The holiday season has come and gone. And that means you’re probably going out in your biggest pair of sweat pants only to have a stranger ask, “Hey, where’d you get those leggings?”
Okay, so you indulged a little over Christmas. We all do. My low point was eating fudge for breakfast while dancing to Carnie and Wendy Wilson’s "Hey Santa."
Recently, I sat down with Shelagh Rogers of CBC Radio’s The Next Chapter to talk diet books. You can listen to our chat here. Today, I’m rounding up a few key points from the diet books I read to help you on your diet journey.
First up, I tried The Paleo Diet by Loren Cordain. The basic principle is that you eat like a caveman. That means pork chops for breakfast and no sugar. (I guess there wasn’t Dairy Queen in prehistoric times, although I’m sure I remember seeing one on The Flintstones.) I wasn’t hungry while I was on the diet, but dang if I didn’t miss my Lucky Charms. And meat (the real kind, not bologna) is expensive. I ended up losing 3.5 pounds in five days. Which I guess is pretty good. I also had a strong urge to hit things with a stick.
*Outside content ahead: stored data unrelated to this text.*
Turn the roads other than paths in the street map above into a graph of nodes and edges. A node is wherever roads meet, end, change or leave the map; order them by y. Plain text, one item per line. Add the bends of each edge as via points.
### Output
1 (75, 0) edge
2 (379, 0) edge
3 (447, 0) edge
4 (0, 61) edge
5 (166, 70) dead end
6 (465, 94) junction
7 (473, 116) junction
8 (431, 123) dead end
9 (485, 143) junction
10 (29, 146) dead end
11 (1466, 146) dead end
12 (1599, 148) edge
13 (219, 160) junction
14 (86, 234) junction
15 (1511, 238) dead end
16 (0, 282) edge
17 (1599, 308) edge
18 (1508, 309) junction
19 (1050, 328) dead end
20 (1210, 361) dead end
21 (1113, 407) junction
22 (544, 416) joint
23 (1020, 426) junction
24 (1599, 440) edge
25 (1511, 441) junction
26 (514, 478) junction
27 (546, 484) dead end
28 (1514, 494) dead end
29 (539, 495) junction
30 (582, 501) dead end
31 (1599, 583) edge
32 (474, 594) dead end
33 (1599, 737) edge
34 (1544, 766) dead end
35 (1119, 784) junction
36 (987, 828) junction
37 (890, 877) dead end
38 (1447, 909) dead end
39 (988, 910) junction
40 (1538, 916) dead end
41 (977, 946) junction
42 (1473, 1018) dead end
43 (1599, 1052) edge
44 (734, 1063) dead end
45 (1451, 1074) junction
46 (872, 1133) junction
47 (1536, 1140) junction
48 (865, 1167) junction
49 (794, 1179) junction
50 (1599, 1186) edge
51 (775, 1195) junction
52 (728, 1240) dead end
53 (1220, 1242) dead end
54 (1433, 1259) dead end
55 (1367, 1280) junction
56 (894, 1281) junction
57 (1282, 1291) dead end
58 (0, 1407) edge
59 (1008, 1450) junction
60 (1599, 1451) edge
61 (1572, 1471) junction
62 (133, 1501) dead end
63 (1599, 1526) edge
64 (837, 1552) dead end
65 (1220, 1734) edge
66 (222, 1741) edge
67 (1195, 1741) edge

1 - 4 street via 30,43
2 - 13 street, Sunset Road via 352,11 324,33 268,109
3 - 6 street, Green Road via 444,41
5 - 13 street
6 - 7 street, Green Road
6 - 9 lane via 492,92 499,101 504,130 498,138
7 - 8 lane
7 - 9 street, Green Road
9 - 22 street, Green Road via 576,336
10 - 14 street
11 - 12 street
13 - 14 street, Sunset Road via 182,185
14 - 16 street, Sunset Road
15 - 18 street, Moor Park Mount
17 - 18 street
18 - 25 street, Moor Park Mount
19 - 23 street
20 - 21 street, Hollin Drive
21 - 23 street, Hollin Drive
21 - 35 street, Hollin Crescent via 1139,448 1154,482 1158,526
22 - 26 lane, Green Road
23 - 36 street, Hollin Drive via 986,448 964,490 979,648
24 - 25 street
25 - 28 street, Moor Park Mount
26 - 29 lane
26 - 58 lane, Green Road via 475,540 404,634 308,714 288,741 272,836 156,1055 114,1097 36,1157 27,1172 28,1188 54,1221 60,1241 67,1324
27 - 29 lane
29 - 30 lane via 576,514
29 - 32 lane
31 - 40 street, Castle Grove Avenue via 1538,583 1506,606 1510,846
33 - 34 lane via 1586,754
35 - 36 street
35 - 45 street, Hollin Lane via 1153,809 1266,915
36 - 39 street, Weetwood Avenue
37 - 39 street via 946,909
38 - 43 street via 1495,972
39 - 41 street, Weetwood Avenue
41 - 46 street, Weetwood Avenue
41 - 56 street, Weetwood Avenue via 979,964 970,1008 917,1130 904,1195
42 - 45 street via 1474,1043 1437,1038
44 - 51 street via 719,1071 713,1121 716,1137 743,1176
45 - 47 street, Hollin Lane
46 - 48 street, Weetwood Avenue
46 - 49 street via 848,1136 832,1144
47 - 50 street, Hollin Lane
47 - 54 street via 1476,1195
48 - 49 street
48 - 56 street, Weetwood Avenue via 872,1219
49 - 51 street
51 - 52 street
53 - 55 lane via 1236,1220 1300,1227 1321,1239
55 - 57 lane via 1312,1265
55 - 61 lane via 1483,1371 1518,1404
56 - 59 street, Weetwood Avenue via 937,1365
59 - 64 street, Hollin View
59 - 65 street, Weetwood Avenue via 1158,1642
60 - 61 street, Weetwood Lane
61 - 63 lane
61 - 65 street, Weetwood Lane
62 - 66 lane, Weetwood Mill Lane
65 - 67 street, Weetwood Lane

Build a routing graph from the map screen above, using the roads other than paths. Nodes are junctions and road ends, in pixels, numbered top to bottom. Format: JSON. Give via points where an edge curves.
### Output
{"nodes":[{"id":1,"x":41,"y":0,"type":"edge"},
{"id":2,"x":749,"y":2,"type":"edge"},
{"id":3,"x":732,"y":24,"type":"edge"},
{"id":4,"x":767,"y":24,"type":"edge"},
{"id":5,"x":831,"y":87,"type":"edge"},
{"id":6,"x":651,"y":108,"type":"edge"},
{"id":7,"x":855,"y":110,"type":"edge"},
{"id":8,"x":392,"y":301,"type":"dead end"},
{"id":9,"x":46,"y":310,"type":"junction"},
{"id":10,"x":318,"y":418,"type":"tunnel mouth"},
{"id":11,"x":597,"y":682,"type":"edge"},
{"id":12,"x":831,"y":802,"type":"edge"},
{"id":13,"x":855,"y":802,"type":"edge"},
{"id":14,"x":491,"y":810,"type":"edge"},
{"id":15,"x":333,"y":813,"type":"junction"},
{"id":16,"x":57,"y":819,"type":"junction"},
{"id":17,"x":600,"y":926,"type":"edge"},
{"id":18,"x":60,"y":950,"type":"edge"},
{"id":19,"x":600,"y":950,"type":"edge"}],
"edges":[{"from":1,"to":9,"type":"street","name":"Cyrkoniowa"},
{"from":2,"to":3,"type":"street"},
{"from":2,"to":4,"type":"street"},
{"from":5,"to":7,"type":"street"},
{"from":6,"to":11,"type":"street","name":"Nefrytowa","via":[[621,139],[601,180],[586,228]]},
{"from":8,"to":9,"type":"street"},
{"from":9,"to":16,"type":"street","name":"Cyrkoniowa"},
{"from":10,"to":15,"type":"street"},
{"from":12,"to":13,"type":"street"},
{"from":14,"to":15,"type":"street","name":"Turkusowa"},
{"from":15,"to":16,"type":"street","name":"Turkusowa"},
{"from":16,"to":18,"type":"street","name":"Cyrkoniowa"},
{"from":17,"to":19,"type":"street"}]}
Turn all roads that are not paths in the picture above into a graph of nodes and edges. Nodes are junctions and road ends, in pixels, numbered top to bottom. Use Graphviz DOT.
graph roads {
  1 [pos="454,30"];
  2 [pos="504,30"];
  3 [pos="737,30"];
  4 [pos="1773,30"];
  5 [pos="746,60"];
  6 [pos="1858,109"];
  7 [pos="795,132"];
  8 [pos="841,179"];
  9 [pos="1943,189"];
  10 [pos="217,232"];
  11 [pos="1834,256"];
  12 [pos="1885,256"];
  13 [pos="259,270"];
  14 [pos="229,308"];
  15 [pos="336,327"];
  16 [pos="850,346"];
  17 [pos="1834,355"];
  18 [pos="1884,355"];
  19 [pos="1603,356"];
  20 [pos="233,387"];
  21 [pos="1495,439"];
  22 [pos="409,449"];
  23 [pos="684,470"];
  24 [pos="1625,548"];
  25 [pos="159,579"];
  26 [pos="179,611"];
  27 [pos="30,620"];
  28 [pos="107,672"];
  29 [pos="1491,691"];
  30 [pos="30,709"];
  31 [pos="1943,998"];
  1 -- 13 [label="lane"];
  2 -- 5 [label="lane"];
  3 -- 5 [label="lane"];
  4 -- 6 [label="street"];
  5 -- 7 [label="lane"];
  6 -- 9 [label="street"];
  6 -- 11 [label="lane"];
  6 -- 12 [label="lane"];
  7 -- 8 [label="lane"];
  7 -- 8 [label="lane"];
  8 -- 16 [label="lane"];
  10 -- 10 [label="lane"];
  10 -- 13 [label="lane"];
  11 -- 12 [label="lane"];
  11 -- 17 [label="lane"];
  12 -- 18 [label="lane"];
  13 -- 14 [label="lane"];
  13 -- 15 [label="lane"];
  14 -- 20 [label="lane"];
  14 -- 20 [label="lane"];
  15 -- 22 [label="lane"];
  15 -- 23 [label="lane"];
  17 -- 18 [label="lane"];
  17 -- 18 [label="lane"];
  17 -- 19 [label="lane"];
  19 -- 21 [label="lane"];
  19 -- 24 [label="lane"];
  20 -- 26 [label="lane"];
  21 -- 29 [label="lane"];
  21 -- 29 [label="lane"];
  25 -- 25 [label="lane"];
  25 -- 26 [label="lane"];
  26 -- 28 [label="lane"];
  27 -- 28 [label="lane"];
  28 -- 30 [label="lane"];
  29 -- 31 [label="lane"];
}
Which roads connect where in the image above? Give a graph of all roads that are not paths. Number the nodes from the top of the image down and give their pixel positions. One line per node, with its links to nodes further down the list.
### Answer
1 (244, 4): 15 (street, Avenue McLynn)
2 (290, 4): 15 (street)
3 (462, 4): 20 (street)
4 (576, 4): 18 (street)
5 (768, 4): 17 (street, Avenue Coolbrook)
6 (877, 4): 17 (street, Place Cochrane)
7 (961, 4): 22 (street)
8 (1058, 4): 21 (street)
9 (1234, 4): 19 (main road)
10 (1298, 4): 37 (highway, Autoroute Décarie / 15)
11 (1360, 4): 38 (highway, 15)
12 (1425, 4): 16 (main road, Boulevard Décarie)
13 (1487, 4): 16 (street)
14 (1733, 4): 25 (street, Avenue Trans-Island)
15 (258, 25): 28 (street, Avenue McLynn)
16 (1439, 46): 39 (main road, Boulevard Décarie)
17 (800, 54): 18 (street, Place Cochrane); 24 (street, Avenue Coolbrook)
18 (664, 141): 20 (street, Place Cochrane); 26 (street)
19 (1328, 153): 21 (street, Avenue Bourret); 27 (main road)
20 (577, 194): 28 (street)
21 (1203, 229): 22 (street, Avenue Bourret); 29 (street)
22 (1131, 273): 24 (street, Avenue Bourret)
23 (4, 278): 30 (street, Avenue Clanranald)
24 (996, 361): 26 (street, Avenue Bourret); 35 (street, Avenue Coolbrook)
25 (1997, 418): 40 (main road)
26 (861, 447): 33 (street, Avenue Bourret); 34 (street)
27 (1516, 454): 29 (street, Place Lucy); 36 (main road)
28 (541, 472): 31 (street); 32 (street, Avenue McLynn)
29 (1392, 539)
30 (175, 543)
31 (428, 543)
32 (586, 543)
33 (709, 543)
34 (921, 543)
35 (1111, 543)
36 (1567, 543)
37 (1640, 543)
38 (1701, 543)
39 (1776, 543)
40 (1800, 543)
The second diet book I read was The Complete Scarsdale Medical Diet by Herman Townower. Anyone around in the late 70s and early 80s should remember this fad diet. The good news? You can drink all the TAB you want. The bad news? You’re only allowed carrot and celery sticks between meals. And you have to eat lots of grapefruit. I’m sorry, but there isn’t enough Sugar Twin in the world for me to like grapefruit. Also, you need to chew your food a lot. That means no talking while you eat. My mom would have a tough time on this one. I lost 3.5 pounds in five days on this, too. But I was ornery as hell. And my teeth turned orange.
The last diet book I read was called The Diet Fix by Yoni Freedhoff. This approach was more practical in that it wasn’t a diet but more about accountability for what you’re stuffing your face with. (I know. A weird concept.) I liked this book because it doesn’t try to make everyone fit into one body type and no food is forbidden. But you have to keep a food diary and cook all your meals. And, no, heating up a Dr. Oetker pizza doesn’t count.
There you have it. I suffered, dear reader, so that you don't have to. Whatever you do this post-holiday season to lose weight, don’t be hard on yourself. That extra weight will come off. Eventually. Maybe. Now excuse me. I have a date with 50% off holiday chocolates.